AK: I think it’s frustrating. Right. Like all of us know that we’re being harvested. You know, when you go on Facebook or Instagram or you use Google or YouTube, you know, we are the product. We are the source of using free and free isn’t free. We know free just means instead of you licensing something, you’re paying for it. They’re going to harvest you and sell you off to the highest bidder and they’re going to keep that. Most of the time when people spend money on advertising and marketing, they know probably half of it’s wasted. They just don’t know which half. And so what we really got sick of, honestly, was the violation of the personal sovereignty of people worldwide who really don’t even know what’s happening to them. They suspect it. They have no visibility to it. So largely why we added blockchain to our platform wasn’t because we were trying to chase the next new great thing. We had a blockchain because a lot of our customers were like, We want to have an open, auditable public ledger that shows illicitly every interaction between our brand and these audiences. And we wanted to demonstrate that we were actually operating in a fair way, that we were being transparent and open about our engagement with these folks. We want to delight them and excite them, and we want them to value our brand and spend more time with us, spend more money with us, and that relationship largely got violated. So what we’ve found is we added a couple of tokens, what we call Phuntoken and Phuncoin, that go inside of a Phun wallet. And even if we ultimately touched the Phunverse, we made all these things wrapped around the Phunware brand to empower you to be in charge of you, for you to regain personal sovereignty, for you to decide per brand, per application, per venue, I can share as much or as little as I want. Everything. Nothing. Something in between. I can decide I want to have one relationship with Starbucks because I want to get stars and I want to get loyalty and rewards. I want to get benefits, and discounts. I want to get food and beverage and other things that I care about.

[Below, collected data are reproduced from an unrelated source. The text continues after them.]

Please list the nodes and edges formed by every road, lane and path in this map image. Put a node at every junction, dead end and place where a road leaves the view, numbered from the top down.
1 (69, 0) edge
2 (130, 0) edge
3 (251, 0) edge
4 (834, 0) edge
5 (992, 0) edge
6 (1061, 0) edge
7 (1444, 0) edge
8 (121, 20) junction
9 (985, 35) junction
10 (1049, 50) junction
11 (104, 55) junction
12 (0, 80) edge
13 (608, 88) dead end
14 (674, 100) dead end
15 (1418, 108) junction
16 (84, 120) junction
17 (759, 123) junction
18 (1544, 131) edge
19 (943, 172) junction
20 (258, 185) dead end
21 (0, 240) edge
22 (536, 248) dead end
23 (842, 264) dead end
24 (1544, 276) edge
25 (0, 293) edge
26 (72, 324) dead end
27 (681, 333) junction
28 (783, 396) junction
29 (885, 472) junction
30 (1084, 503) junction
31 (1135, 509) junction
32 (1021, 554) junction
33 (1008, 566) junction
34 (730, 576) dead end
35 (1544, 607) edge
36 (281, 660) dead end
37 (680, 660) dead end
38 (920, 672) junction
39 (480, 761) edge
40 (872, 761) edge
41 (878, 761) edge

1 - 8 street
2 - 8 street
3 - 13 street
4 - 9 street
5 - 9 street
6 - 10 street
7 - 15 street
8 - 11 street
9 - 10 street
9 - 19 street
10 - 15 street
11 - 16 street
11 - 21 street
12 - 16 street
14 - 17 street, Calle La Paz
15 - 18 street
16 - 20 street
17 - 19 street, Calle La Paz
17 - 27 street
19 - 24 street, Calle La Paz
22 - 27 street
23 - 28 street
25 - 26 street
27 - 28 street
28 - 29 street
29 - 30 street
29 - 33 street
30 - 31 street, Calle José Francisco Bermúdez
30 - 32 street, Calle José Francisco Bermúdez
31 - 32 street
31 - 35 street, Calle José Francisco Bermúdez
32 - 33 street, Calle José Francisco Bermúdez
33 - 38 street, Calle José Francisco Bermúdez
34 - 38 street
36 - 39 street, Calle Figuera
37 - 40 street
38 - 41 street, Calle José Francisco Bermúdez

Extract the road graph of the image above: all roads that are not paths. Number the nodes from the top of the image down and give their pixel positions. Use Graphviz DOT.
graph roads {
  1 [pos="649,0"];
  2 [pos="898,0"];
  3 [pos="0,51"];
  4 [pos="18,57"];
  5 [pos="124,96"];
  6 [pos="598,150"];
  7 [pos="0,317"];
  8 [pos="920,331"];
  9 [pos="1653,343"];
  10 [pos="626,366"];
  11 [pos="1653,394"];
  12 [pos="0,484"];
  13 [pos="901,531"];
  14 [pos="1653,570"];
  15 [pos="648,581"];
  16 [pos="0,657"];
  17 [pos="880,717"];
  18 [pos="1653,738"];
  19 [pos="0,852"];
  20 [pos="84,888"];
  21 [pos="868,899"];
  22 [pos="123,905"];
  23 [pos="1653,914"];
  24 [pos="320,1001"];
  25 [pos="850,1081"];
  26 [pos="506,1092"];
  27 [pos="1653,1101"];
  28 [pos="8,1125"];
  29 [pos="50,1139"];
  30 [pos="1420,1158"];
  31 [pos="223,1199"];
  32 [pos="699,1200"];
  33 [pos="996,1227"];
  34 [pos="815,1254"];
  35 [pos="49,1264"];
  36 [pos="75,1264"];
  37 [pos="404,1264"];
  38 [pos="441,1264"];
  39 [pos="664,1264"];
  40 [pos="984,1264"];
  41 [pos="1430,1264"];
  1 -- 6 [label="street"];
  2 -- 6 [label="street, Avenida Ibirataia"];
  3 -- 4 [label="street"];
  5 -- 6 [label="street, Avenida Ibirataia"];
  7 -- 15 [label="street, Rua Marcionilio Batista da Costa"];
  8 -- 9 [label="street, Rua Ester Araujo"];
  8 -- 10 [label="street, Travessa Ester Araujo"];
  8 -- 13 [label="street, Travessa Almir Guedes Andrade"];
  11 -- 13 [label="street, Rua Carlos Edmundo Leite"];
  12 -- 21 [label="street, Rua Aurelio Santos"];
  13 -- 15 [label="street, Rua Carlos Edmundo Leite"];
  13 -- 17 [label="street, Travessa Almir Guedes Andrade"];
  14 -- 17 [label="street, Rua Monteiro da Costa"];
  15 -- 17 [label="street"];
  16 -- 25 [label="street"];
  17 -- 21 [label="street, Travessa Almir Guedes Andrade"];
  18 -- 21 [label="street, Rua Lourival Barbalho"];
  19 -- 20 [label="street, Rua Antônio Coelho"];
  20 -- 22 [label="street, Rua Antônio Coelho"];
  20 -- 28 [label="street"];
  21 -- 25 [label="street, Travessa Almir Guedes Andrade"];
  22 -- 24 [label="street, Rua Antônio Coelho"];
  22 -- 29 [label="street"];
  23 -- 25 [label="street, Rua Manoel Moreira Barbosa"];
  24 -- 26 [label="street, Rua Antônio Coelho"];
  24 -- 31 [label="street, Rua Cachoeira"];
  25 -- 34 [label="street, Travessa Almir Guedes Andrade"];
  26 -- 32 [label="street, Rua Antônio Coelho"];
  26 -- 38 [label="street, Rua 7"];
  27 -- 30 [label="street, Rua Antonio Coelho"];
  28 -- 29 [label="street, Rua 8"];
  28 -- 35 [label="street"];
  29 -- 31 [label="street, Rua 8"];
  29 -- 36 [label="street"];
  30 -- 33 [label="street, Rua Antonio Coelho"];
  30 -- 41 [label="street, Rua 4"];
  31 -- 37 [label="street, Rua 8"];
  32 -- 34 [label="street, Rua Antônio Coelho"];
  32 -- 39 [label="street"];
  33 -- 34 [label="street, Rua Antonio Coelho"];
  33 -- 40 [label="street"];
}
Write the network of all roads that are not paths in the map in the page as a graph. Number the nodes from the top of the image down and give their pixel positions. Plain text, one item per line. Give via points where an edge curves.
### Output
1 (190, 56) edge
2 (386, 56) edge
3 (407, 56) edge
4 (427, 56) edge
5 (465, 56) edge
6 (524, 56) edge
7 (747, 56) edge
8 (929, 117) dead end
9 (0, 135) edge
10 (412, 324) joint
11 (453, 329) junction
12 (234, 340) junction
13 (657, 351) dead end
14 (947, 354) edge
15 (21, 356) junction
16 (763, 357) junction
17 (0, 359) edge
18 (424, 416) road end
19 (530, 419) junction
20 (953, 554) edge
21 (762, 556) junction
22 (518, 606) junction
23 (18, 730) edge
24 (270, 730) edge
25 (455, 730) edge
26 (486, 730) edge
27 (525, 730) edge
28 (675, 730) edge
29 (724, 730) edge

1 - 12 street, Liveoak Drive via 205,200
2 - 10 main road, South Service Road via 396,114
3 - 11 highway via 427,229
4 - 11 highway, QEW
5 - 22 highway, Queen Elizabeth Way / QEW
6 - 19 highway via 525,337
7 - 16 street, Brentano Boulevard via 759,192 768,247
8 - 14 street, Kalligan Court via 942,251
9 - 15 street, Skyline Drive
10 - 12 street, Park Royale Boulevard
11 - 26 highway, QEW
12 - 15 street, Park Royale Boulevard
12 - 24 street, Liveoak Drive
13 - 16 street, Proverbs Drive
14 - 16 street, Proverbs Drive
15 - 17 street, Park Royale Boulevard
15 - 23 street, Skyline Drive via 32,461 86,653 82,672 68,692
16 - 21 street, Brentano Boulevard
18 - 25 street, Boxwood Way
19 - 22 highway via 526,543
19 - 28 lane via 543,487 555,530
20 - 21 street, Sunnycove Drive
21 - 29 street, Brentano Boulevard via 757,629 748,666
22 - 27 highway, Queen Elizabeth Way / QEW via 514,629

Maybe someone like Home Depot, though, is much more for contractors. I’m not a contractor and I don’t want to share anything. So what we did is said, you’re in charge of you. You decide and you discriminate. If you want to use that word, in any way that you want. Be as open or closed, if you want to have any kind of mobile experience, you get to decide. And we think that’s how it should be. We don’t think that any of us magically volunteered our consent for any of these groups to take our data yet alone, our personal identity, you know, there’s personal information. There is what my likes and interests are. There’s what I’m willing to trade for profitable engagement between myself and a brand. But at the end of the day, none of us really knows where our data or information is out.

We don’t really know how to stop it. We don’t know how to kind of put the proverbial genie back in the bottle. In, Europe that was easy for Phunware to comply because we already gave everyone power over themselves a magic exit or mute or delete button. No big deal. When we deal with children, which we did often with Discovery kids or Disney, we always cared greatly about being under 18 years old and making sure you had protection and consent in parallel. You talked about health care, what could be more sacred than our personal health information? And you know, why should I have to have that compromised? And as a result, we wanted to have personal health information, HIPA compliance. And then, you know, it’s interesting when people often talk about this like, may I ask you like when did you consent for three organizations you don’t know, to have all of your credit information, your banking information, your spending information, information about your debt. Like, when did you decide to hand over all of my financial information to Equifax, TransUnion and all of these beloved credit agencies? Did you ever do that?

MF: If you’re asking me. I don’t recall doing that. No.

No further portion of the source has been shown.